Job#: 3024858 Job Description: Site Reliability Engineer III
Location: Chandler, Arizona (Hybrid)
Employment Type: Contract
Duration: 12 months
Role Overview
This position is responsible for building, managing the reliability of, and supporting an internal, on-premises Cloud Container Platform. The role involves monitoring, troubleshooting, and performing deep analysis of systemic reliability issues. The engineer will partner with various teams to implement fixes, improve automation, and ensure the platform's resilience and security.
Key Responsibilities
- Monitor and troubleshoot performance, connectivity, and security issues for container platforms including OpenShift, Rancher, and VMware Kubernetes Service (VKS/TKG).
- Perform deep dives into systemic reliability issues, manage incidents and problems, and conduct blameless root cause analyses (RCA).
- Identify, analyze, and resolve infrastructure vulnerabilities and application deployment issues.
- Manage application onboarding and provide troubleshooting support throughout the application lifecycle.
- Identify and drive opportunities to improve automation, reduce operational toil, and enhance operational excellence.
- Collaborate with risk and compliance teams to implement controls and remediate vulnerabilities.
- Ensure platform resiliency during implementation and partner with engineering teams to resolve resiliency problems.
- Act as a key stakeholder in the design of cloud services, working with architecture and product teams.
- Participate in a 24x7 on-call rotation following a follow-the-sun model.
- Adhere to a hybrid work schedule, with a requirement of a minimum of three days per week on-site.
Required Qualifications
Education: A Bachelor's or Master's degree in Computer Science or a related technical field, or equivalent practical experience.
Experience: A minimum of five years of hands-on experience supporting Kubernetes or OpenShift Container platforms.
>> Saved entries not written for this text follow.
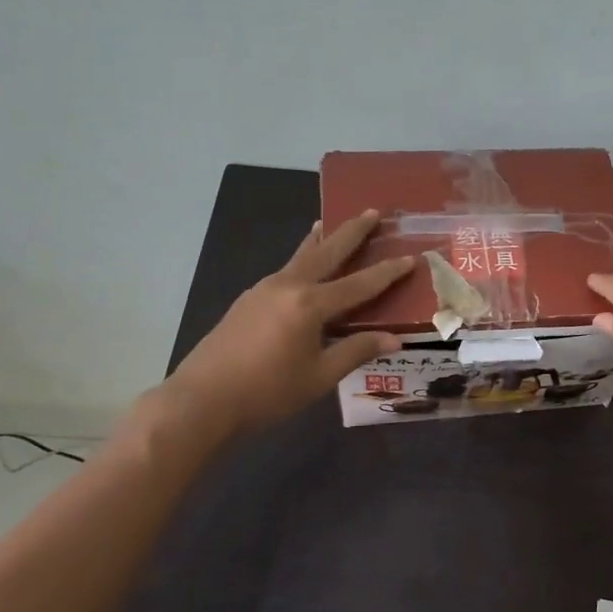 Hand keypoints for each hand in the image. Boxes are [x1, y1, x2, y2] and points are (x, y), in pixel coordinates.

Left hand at [157, 211, 415, 442]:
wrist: (201, 400)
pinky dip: (301, 260)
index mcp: (310, 304)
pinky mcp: (247, 300)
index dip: (388, 272)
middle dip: (351, 231)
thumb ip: (356, 351)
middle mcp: (288, 286)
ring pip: (300, 257)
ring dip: (320, 240)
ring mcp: (263, 290)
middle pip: (326, 251)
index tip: (412, 256)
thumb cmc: (266, 392)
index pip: (359, 284)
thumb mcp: (319, 376)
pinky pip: (285, 271)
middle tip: (372, 211)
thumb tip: (395, 340)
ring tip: (329, 223)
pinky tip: (303, 270) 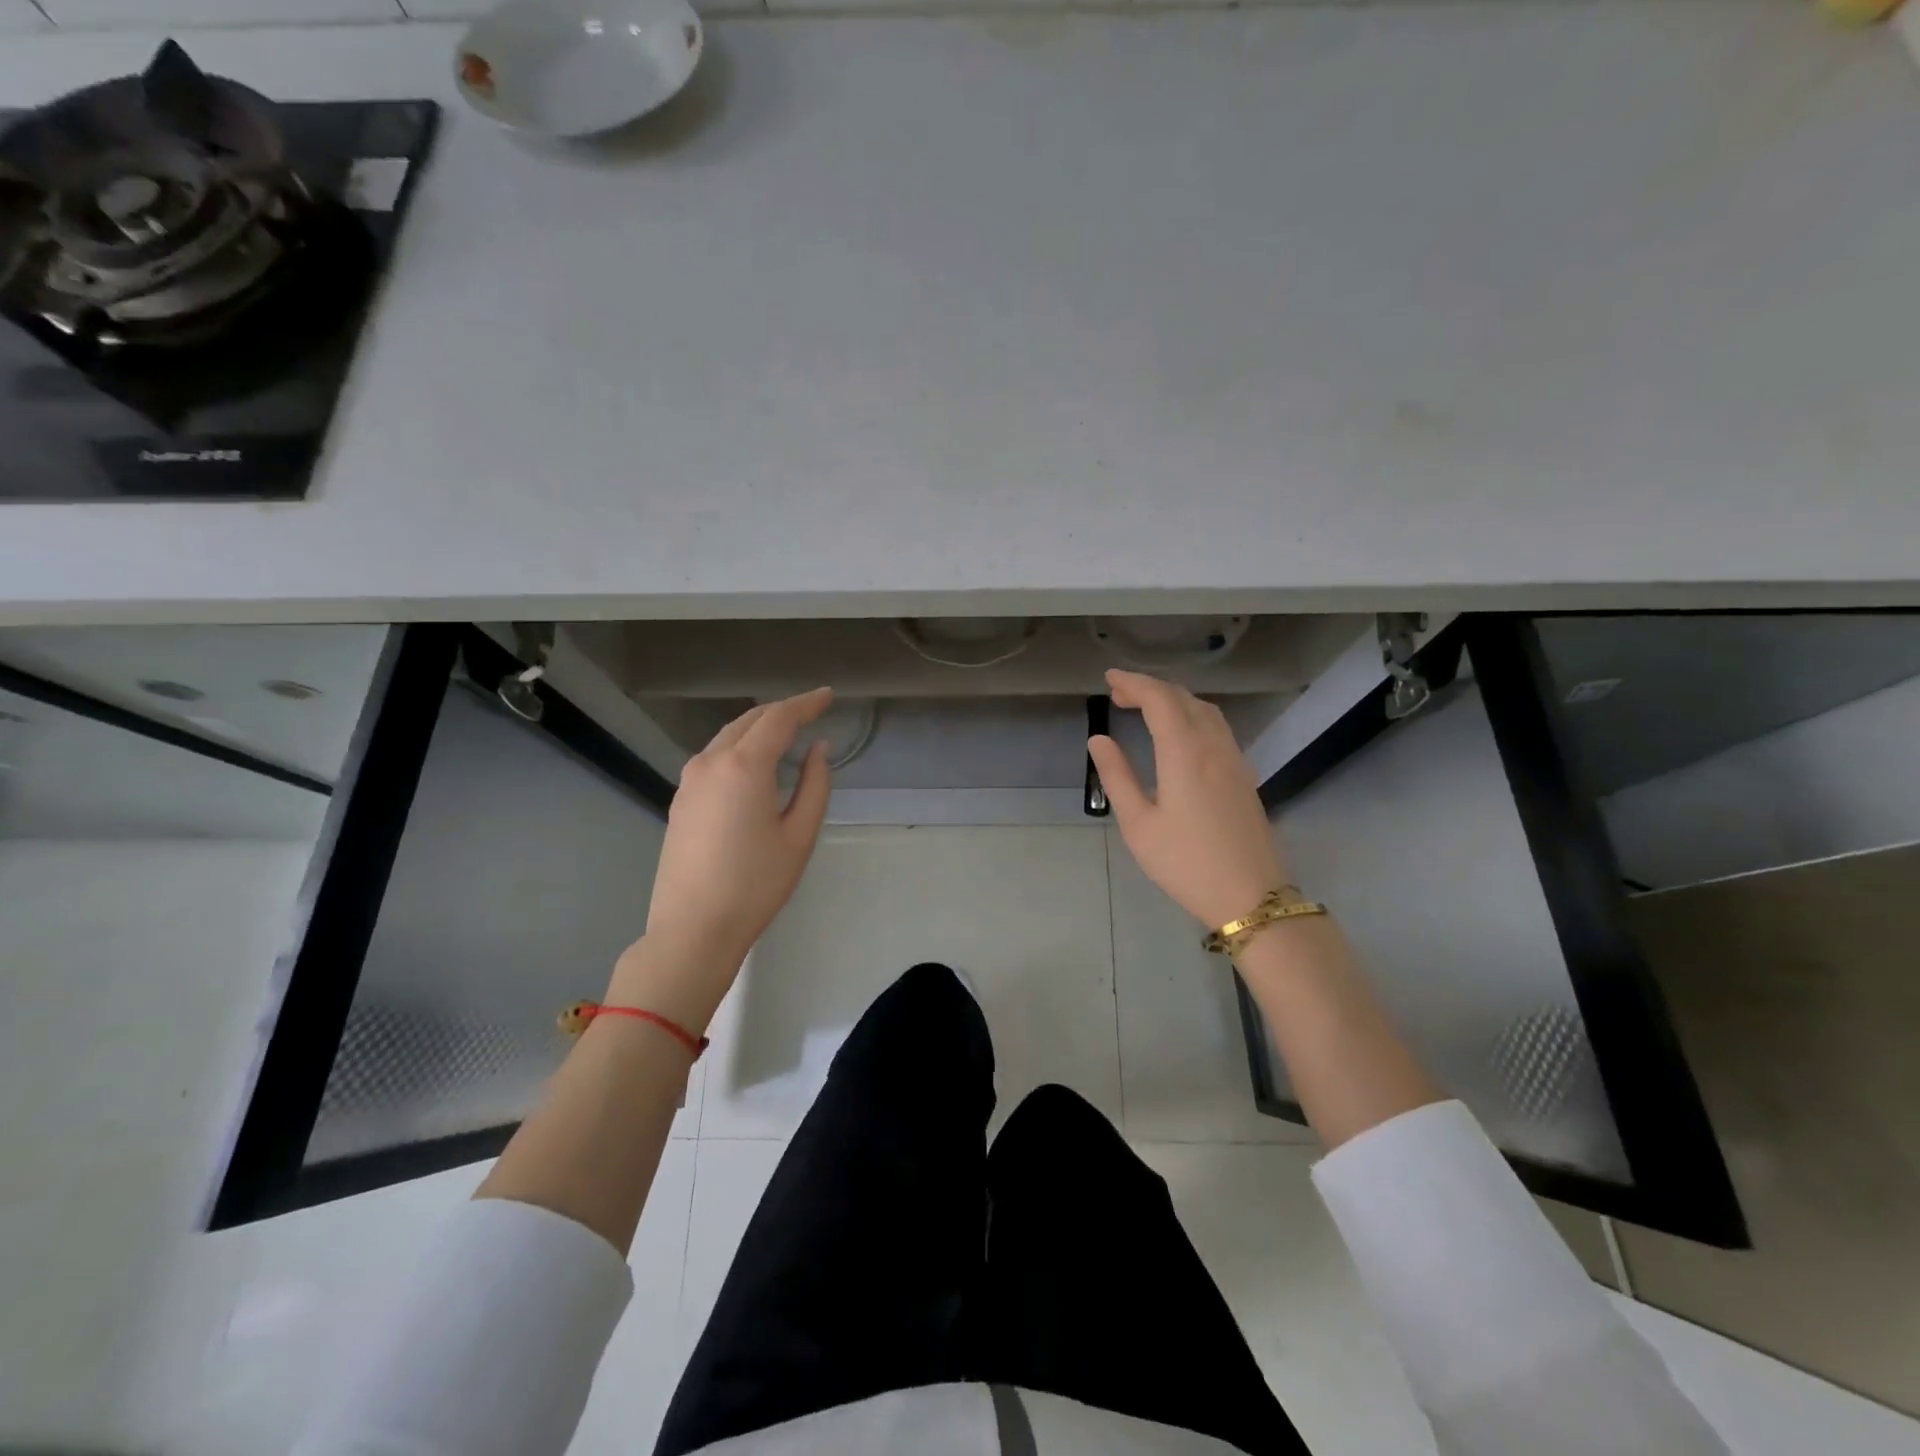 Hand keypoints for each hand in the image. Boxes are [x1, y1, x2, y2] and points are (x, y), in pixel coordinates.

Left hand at [611, 688, 834, 1026]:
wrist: (693, 928)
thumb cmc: (756, 884)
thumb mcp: (800, 835)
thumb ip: (815, 784)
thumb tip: (818, 749)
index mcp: (745, 766)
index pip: (780, 718)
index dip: (807, 703)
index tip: (829, 695)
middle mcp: (711, 762)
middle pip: (751, 720)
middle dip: (782, 710)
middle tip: (812, 710)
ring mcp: (690, 780)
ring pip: (728, 736)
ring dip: (759, 726)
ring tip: (786, 731)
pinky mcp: (681, 799)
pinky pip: (714, 756)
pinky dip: (739, 746)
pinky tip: (754, 762)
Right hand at [1089, 670, 1289, 928]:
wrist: (1250, 896)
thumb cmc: (1186, 863)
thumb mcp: (1139, 824)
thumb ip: (1117, 777)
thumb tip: (1099, 740)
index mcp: (1184, 752)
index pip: (1159, 699)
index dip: (1133, 683)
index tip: (1109, 678)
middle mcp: (1213, 745)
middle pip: (1183, 698)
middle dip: (1150, 688)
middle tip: (1119, 693)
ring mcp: (1234, 759)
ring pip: (1204, 710)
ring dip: (1174, 700)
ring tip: (1145, 708)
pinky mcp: (1244, 775)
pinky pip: (1217, 727)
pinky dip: (1192, 715)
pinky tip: (1179, 734) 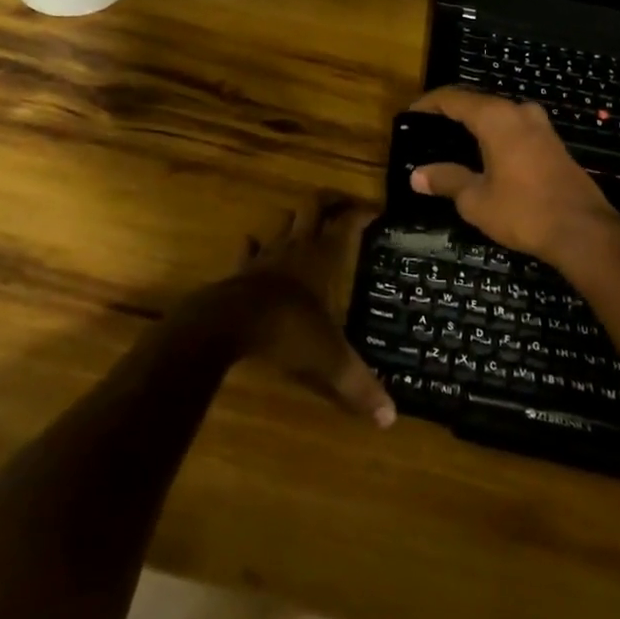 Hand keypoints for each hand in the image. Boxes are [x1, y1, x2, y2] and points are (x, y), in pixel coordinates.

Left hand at [215, 195, 394, 427]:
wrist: (229, 323)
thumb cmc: (287, 331)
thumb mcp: (329, 360)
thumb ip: (358, 385)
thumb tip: (390, 418)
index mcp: (323, 258)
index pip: (347, 223)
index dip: (362, 212)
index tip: (376, 210)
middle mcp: (297, 247)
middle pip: (313, 206)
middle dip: (329, 200)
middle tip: (342, 203)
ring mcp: (266, 255)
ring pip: (283, 222)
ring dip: (295, 218)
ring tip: (305, 222)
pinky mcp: (241, 269)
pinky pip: (250, 249)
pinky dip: (256, 245)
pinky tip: (256, 245)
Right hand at [408, 88, 619, 267]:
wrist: (585, 232)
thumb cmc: (524, 211)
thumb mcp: (476, 200)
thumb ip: (446, 180)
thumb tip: (417, 175)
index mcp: (496, 117)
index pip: (453, 98)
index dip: (428, 104)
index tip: (410, 115)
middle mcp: (519, 112)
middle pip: (477, 101)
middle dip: (451, 112)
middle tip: (428, 129)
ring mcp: (541, 126)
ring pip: (499, 114)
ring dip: (475, 123)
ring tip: (453, 141)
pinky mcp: (553, 144)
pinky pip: (515, 128)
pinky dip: (494, 134)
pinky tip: (485, 155) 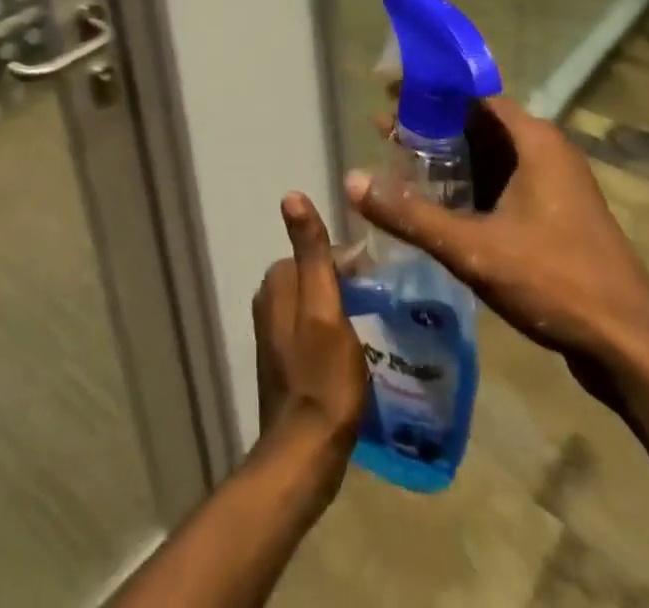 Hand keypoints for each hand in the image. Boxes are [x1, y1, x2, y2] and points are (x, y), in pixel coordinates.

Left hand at [251, 193, 368, 476]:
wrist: (304, 453)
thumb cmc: (322, 378)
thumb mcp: (325, 308)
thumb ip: (312, 252)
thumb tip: (291, 195)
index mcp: (277, 282)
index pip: (318, 252)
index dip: (351, 264)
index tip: (379, 282)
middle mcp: (269, 300)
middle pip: (316, 276)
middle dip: (346, 284)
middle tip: (380, 306)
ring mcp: (273, 332)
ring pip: (314, 302)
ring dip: (341, 308)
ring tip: (372, 328)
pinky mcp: (283, 360)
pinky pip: (311, 328)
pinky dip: (332, 331)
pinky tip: (353, 352)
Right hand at [346, 96, 648, 392]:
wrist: (630, 346)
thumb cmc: (554, 280)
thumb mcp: (474, 248)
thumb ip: (411, 214)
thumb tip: (352, 180)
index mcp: (534, 140)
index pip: (472, 96)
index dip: (428, 94)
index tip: (387, 97)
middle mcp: (547, 150)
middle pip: (479, 125)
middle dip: (432, 129)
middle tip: (384, 136)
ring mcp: (555, 184)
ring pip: (492, 157)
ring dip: (450, 161)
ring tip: (402, 169)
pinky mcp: (557, 214)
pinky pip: (505, 184)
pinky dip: (471, 186)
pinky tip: (440, 206)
Experience working in a highly available, multi-datacenter environment is required.
Technical Skills:- Proficiency in Python, Ansible, Golang, and shell scripting.
- Strong experience with compute, storage, network, and security services.
- Advanced knowledge of Linux OS, DNS, DHCP, Kerberos, and Windows Authentication.
- Experience with CI/CD tools such as Git/Jenkins and GitOps deployment methodologies.
- Experience with monitoring tools like Prometheus, Splunk, Dynatrace, or Sysdig.
- Experience with IAM infrastructure, including Active Directory and SSO solutions like Ping Identity.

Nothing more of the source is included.